Rail carriers (railroads) in Alabama pay a four percent sales tax on diesel fuel.  Motor carriers (trucks) pay an excise tax of 19-cents per gallon and no sales tax.  The Railroad Revitalization and Regulatory Reform Act (4-R) prohibits state and local governments from imposing taxes that discriminate against railroads.  Since CSX filed its complaint, railroads paid less in sales tax than trucks paid in excise tax.  But, the Eleventh Circuit refused to compare the total taxation of railroads and trucks to avoid the “Sisyphean burden of evaluating the fairness of the State's overall tax structure.”  Instead it concluded Alabama’s sales tax on railroads violates 4-R because Alabama’s competitors don’t pay it.
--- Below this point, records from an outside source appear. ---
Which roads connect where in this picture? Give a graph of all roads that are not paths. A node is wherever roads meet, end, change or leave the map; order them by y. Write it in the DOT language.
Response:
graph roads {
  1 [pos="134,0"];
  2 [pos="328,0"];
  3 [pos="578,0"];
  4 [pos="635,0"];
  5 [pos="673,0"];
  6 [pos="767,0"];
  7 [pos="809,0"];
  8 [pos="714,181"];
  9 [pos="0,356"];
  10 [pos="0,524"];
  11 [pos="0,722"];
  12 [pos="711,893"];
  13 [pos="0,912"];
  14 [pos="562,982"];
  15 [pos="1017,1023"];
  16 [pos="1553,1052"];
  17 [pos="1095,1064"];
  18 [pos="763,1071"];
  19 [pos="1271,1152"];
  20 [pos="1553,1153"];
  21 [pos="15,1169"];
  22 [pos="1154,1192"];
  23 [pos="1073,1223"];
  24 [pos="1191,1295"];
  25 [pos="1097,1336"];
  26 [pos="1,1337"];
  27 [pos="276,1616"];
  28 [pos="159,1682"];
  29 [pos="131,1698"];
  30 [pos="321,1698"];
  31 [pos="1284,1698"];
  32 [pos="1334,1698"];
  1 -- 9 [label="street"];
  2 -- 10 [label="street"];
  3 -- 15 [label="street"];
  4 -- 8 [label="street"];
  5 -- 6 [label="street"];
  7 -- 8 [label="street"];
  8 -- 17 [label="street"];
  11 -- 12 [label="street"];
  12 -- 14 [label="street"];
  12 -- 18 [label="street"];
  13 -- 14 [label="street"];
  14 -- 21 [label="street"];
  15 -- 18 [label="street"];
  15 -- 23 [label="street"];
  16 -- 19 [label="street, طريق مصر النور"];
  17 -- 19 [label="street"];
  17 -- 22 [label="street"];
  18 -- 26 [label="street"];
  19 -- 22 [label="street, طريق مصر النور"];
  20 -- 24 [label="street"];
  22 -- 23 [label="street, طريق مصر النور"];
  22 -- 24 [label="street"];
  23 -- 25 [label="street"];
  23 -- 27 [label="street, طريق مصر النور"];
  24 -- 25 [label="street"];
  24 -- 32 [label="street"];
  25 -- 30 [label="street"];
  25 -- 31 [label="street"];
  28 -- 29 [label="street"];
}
The SLLC brief argues that given state’s traditional power to tax the Court should interpret 4-R narrowly.   The brief suggests the Court could take three approaches to rule in favor of Alabama.  First, it could compare the tax treatment of rail carriers to all commercial and industrial taxpayers in the state (who all pay sales tax) instead of only railroad competitors.  Second, the Court could ignore the labels of sales and excise tax and compare the amount railroads and their competitors pay in total taxes.  Third, the Court could note the relevant differences between railroads and their competitors.  For example, water carriers traditionally have been exempt from all taxes on diesel fuel because of constitutional concerns about taxing vessels in navigable waters. 

Finally the SLLC brief points out that “[r]uling in favor of CSX would threaten States’ ability to take in tax revenue, an ability already impeded by current economic conditions. This Court must not allow 4-R to shield CSX—a $12 billion nationwide corporation—and other rail carriers from paying millions of dollars in taxes that fund vital public services. Congress did not intend for 4-R to enrich large corporations by impoverishing the States.”

 All of the Big Seven joined the SLLC brief, including ICMA, along with SLLC associate members the International Municipal Lawyers Association and the Government Finance Officers Association.  Sarah Shalf of the Emory Law School Supreme Court Advocacy Project wrote the SLLC brief.